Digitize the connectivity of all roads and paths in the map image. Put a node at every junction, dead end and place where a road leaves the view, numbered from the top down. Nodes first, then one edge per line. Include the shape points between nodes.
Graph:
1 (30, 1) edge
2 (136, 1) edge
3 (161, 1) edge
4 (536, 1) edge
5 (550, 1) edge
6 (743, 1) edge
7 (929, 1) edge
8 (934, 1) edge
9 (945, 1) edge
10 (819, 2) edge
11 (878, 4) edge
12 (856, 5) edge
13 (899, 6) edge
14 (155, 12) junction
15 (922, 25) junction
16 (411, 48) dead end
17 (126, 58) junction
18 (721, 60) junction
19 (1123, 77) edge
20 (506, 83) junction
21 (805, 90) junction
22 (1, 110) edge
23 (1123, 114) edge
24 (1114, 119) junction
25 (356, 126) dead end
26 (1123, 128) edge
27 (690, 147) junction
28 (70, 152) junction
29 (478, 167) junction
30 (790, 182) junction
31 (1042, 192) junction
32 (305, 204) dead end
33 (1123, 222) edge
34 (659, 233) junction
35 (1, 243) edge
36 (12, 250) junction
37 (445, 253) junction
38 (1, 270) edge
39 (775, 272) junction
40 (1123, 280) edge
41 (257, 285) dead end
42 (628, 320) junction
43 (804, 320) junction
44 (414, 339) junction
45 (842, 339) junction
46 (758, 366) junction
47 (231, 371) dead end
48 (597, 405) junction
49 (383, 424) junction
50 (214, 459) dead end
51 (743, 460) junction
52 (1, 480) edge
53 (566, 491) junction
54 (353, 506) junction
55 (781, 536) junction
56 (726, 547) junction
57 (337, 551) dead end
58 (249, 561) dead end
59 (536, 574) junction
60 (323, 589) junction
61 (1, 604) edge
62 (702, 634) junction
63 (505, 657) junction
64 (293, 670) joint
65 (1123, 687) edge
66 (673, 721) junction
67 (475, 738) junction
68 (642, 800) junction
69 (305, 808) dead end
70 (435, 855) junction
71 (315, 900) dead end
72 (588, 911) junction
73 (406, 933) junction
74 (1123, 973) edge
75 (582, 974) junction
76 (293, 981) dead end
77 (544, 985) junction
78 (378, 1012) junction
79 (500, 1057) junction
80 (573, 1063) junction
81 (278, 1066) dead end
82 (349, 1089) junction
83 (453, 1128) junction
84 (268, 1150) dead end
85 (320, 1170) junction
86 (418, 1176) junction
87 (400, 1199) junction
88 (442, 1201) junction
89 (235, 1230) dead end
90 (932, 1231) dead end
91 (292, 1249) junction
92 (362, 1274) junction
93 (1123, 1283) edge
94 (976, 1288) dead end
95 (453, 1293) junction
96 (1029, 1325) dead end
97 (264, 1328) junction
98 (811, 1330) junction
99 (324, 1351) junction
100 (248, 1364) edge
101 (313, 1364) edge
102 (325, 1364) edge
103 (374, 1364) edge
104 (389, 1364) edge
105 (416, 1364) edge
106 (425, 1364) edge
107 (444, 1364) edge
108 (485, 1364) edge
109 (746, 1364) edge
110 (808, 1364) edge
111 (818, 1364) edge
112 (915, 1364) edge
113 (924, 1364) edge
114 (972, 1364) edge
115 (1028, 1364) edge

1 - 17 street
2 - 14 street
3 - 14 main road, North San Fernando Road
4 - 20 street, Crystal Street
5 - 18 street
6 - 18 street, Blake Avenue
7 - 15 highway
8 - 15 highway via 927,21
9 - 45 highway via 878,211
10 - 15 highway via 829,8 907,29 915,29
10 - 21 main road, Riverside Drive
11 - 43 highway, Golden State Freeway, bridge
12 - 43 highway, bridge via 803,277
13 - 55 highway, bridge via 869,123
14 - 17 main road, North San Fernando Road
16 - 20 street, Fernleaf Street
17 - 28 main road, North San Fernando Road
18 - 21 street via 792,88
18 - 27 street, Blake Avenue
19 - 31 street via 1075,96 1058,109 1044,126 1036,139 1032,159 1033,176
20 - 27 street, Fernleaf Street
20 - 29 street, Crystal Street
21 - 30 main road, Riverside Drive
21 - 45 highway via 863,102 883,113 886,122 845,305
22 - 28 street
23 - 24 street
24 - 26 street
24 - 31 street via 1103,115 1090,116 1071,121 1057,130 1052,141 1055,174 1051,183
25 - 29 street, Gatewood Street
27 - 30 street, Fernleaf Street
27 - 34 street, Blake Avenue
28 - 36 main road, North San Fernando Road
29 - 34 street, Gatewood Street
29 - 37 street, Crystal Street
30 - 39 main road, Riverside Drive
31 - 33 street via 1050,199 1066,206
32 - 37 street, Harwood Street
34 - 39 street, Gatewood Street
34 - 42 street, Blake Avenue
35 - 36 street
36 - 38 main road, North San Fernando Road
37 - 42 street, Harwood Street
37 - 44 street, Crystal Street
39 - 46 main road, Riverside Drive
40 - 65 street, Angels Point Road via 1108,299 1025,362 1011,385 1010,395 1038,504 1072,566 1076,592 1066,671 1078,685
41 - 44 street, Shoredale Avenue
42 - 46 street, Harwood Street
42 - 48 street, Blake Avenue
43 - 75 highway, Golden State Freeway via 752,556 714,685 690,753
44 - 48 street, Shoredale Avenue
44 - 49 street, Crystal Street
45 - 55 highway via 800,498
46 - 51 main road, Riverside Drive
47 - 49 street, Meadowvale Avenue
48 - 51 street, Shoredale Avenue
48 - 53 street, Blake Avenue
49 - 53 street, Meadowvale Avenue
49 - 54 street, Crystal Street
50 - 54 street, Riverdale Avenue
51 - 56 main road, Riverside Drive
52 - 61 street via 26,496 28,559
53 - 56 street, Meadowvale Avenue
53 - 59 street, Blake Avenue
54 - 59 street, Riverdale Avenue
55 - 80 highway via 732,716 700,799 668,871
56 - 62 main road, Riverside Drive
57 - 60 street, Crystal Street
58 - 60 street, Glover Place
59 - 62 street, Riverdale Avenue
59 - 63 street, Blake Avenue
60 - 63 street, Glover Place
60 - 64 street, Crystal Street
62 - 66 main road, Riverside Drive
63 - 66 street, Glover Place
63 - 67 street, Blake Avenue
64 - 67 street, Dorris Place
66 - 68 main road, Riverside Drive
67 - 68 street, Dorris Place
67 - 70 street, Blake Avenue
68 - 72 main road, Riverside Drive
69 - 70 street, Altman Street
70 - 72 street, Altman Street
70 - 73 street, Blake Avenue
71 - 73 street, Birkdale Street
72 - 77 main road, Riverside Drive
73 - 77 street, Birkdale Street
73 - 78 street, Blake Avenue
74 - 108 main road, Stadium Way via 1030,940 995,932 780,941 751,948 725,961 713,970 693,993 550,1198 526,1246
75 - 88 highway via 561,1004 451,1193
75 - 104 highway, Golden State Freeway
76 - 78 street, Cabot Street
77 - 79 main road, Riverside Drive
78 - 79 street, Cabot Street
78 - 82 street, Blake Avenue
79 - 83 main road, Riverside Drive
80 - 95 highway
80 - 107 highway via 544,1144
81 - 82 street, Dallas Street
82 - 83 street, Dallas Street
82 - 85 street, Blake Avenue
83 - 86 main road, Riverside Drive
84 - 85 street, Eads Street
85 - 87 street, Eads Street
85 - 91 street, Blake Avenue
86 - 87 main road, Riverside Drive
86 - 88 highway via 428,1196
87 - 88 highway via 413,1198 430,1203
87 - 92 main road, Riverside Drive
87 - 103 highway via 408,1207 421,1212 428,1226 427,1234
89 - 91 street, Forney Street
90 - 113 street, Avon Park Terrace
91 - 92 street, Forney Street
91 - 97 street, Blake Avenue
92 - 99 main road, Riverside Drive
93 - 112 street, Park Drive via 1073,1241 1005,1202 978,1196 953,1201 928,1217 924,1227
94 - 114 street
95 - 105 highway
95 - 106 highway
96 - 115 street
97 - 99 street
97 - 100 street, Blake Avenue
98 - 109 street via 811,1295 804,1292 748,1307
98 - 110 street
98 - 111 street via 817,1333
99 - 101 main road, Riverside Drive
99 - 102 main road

----------

- Try it
Which lines above carry the string "North"? Copy those lines.

- Solved problem
3 - 14 main road, North San Fernando Road
14 - 17 main road, North San Fernando Road
17 - 28 main road, North San Fernando Road
28 - 36 main road, North San Fernando Road
36 - 38 main road, North San Fernando Road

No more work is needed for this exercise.